◆ Task to complete ◆
In the records below, find the line that contains "middle mcp: (861, 965)" and the line that contains "pinky pip: (933, 1065)". Set down exactly those lines and every line between them, and nothing more.

◆ Record excerpts ◆

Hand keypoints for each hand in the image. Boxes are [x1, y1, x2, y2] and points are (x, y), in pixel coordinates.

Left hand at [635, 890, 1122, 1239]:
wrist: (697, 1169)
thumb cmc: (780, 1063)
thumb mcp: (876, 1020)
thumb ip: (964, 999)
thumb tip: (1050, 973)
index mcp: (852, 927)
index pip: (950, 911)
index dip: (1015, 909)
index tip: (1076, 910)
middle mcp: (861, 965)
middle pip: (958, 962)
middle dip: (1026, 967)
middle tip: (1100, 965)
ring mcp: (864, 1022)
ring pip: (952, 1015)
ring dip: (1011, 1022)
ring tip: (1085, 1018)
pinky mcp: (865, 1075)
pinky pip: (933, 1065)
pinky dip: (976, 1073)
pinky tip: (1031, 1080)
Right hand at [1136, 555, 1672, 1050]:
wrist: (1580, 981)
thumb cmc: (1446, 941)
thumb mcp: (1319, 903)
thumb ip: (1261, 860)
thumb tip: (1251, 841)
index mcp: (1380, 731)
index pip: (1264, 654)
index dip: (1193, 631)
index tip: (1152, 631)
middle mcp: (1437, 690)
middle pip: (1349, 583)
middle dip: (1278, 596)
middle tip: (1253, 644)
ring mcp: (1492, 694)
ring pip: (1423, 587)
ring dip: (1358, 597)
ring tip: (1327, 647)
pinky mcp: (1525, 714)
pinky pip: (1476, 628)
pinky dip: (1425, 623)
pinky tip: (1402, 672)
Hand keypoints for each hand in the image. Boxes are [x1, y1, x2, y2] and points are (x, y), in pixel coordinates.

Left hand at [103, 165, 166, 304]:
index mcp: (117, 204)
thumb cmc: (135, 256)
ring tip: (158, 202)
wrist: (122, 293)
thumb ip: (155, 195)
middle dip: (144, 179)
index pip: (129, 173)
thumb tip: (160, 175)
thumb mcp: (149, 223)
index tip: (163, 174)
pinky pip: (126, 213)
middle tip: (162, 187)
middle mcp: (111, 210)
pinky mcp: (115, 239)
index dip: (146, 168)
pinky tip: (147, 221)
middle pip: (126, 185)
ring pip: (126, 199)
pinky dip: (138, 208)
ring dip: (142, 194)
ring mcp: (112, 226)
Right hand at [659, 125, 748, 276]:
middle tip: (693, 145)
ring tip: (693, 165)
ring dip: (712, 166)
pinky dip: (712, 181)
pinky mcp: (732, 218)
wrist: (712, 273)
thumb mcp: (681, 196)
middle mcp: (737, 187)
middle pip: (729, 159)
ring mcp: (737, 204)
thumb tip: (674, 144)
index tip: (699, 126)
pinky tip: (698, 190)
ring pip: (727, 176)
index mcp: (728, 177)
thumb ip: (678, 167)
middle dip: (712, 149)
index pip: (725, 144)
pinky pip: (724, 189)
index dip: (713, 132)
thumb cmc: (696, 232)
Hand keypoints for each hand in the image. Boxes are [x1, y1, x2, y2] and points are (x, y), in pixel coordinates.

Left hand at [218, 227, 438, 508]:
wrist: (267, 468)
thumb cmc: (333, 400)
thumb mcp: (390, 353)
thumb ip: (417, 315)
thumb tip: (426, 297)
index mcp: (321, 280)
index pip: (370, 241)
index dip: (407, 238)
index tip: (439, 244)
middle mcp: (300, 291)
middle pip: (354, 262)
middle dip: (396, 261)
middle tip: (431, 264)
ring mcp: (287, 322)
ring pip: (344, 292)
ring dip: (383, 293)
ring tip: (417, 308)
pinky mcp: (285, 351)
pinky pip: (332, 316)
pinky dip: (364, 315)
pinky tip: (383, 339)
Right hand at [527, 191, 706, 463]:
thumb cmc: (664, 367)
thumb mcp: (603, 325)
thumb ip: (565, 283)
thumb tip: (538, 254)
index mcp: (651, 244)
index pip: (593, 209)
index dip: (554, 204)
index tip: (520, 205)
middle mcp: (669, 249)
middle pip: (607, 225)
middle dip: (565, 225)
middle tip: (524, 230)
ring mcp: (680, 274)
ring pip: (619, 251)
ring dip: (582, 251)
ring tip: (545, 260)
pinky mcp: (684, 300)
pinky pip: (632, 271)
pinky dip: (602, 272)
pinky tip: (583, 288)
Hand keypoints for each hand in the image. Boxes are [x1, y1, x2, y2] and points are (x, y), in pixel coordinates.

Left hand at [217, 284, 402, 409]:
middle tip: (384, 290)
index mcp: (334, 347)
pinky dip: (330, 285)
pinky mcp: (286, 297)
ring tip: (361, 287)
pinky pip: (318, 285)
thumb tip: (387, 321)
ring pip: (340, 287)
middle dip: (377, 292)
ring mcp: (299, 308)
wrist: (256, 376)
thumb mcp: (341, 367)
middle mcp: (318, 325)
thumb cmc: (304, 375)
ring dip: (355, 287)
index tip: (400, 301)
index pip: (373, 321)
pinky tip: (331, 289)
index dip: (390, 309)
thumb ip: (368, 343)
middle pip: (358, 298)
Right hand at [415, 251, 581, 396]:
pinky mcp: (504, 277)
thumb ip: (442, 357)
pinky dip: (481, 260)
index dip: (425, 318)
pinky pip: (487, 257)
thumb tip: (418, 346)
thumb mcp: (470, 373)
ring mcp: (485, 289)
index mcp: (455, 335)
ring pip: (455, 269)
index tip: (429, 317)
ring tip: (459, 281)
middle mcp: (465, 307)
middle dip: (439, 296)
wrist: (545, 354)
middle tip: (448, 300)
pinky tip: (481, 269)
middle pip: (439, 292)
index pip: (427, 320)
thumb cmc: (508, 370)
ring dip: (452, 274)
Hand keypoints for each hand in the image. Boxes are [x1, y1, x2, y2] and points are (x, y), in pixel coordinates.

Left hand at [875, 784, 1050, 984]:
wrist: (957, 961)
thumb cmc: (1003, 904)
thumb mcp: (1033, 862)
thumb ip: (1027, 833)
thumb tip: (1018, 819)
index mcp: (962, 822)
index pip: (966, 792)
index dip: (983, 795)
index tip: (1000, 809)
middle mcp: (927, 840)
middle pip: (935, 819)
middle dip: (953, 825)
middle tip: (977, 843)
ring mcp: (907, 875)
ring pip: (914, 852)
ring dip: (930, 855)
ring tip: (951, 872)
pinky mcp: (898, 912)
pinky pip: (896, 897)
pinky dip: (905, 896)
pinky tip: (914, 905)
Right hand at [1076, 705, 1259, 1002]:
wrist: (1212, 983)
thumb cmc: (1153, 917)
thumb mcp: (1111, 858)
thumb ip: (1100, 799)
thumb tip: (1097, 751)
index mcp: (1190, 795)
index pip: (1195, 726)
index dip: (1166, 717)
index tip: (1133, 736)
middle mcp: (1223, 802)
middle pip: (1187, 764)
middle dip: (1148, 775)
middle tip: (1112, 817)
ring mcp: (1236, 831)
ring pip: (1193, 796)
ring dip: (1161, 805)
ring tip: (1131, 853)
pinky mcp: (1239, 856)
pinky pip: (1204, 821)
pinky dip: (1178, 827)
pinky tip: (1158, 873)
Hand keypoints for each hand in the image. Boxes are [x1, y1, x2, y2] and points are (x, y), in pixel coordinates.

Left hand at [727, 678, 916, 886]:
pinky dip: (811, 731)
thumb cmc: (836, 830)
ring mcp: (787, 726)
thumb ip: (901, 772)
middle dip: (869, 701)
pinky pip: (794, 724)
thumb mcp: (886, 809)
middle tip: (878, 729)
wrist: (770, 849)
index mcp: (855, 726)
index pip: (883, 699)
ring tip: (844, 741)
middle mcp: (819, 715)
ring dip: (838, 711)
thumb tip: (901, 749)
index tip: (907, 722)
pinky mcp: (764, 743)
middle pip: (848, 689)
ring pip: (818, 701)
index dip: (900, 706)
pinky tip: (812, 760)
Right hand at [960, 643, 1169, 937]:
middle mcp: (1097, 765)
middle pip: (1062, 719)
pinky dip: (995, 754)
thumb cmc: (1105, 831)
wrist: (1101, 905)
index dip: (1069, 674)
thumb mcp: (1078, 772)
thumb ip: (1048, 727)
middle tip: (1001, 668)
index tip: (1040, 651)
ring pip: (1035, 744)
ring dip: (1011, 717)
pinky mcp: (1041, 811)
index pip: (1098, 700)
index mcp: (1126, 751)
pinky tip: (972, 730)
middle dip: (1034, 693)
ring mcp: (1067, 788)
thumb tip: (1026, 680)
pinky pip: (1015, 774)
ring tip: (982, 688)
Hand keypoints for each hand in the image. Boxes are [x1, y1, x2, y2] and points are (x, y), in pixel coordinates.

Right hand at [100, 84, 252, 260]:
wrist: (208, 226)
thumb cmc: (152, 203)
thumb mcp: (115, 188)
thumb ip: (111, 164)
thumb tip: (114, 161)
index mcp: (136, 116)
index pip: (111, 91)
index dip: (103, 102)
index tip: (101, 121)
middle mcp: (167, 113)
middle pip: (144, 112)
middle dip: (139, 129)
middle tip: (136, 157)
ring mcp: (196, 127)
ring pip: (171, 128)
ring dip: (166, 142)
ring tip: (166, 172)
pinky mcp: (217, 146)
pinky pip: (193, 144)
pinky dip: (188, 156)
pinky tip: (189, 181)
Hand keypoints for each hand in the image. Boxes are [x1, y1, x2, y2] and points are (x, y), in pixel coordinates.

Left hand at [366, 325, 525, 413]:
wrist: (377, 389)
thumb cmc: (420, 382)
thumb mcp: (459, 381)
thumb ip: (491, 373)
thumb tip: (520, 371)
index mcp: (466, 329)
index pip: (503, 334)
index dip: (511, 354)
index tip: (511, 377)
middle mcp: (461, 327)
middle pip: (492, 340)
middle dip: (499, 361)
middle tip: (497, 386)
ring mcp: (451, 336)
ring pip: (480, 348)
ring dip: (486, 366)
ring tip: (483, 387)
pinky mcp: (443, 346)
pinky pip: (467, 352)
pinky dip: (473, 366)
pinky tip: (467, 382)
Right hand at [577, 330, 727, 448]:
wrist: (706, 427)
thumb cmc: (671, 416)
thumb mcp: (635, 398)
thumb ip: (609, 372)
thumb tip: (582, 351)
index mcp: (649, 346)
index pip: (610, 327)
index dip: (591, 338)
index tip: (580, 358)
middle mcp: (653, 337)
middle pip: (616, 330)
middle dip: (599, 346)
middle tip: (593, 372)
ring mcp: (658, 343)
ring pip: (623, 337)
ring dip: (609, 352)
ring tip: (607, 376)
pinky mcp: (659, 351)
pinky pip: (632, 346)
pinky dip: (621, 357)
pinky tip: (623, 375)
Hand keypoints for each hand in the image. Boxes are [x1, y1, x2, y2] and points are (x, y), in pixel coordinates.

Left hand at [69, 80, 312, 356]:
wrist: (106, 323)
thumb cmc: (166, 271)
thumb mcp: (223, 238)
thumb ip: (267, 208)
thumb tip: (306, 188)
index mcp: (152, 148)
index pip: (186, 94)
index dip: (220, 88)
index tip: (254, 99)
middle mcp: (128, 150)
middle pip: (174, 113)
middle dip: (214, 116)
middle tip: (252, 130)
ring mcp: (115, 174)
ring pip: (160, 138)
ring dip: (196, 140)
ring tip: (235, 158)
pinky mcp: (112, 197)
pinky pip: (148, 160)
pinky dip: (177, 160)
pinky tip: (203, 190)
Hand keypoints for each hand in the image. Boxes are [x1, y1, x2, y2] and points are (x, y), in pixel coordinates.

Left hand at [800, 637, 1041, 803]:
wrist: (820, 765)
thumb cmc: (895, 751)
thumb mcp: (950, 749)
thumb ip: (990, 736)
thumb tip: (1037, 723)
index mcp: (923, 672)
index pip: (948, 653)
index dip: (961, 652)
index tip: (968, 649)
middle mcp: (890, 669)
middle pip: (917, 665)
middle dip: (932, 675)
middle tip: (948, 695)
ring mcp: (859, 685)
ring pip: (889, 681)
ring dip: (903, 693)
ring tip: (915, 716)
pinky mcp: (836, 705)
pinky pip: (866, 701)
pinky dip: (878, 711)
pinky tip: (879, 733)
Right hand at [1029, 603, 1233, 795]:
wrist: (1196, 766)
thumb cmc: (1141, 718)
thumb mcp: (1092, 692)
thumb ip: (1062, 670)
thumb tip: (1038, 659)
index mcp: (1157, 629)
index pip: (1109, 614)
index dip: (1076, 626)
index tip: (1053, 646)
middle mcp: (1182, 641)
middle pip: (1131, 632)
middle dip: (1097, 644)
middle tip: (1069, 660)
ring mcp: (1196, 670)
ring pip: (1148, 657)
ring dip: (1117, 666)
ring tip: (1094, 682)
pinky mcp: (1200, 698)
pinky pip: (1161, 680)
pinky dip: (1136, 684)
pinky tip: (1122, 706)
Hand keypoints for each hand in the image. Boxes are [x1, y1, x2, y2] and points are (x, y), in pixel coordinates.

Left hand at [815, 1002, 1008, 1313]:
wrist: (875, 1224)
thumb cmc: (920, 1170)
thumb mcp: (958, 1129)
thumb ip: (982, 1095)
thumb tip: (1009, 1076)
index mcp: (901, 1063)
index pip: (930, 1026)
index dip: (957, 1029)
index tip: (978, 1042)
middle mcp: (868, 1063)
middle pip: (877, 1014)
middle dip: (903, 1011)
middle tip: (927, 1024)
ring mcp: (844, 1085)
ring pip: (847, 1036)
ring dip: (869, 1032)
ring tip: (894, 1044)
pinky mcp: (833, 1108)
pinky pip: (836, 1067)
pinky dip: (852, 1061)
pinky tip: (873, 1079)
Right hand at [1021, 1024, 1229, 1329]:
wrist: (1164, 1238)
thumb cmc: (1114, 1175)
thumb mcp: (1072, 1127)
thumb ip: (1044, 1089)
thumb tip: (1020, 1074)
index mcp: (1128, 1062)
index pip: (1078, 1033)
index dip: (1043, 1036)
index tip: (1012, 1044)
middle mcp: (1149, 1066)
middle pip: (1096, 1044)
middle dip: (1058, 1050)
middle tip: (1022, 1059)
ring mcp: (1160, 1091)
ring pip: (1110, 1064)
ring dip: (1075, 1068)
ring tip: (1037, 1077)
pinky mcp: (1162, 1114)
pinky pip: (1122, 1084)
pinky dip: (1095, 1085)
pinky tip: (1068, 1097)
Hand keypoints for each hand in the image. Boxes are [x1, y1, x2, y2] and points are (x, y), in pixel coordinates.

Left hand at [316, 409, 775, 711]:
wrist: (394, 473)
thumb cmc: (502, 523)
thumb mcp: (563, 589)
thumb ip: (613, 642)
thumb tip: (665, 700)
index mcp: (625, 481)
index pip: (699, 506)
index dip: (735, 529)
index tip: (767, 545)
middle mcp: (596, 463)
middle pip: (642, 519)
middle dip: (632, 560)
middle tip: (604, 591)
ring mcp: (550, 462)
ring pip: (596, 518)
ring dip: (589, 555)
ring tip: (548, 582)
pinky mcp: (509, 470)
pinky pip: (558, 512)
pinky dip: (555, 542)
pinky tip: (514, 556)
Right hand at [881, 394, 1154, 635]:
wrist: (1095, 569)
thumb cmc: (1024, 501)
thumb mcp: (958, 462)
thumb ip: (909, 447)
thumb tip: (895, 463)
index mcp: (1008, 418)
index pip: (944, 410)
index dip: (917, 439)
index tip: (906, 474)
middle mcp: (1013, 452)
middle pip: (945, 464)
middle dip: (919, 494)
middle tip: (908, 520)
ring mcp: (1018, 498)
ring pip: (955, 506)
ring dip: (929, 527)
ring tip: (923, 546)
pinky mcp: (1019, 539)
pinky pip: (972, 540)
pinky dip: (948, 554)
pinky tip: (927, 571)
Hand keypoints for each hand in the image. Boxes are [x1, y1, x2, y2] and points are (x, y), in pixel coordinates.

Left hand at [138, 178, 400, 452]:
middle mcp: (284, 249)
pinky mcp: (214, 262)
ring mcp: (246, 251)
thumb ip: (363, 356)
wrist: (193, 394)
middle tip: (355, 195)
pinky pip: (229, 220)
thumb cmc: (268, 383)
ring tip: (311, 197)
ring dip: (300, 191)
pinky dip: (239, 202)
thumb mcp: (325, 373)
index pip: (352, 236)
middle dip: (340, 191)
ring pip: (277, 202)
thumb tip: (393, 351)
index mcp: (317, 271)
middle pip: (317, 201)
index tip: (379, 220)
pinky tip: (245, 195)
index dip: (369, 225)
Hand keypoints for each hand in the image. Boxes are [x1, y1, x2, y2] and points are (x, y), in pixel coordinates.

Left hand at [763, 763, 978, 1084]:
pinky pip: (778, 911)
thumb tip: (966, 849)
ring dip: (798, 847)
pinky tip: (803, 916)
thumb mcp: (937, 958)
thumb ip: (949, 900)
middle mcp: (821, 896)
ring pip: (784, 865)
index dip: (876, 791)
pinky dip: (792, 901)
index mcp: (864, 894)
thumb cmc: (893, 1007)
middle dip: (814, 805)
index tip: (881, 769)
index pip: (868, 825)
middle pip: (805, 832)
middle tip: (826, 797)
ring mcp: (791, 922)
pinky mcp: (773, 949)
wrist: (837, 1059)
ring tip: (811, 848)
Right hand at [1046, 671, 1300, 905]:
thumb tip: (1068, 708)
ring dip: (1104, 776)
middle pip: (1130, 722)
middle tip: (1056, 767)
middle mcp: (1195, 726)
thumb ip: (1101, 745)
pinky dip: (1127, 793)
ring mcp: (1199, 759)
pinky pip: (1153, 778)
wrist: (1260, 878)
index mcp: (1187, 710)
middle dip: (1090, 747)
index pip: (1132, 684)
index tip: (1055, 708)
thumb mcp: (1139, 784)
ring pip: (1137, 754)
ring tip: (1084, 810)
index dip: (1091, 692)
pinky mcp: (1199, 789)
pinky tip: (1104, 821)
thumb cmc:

◆ Result of the task ◆
middle mcp: (861, 965)
middle pip: (958, 962)
middle dip: (1026, 967)
middle tip: (1100, 965)
ring mcp: (864, 1022)
ring pip: (952, 1015)
ring dip: (1011, 1022)
ring tip: (1085, 1018)
pinky mcp: (865, 1075)
pinky pip: (933, 1065)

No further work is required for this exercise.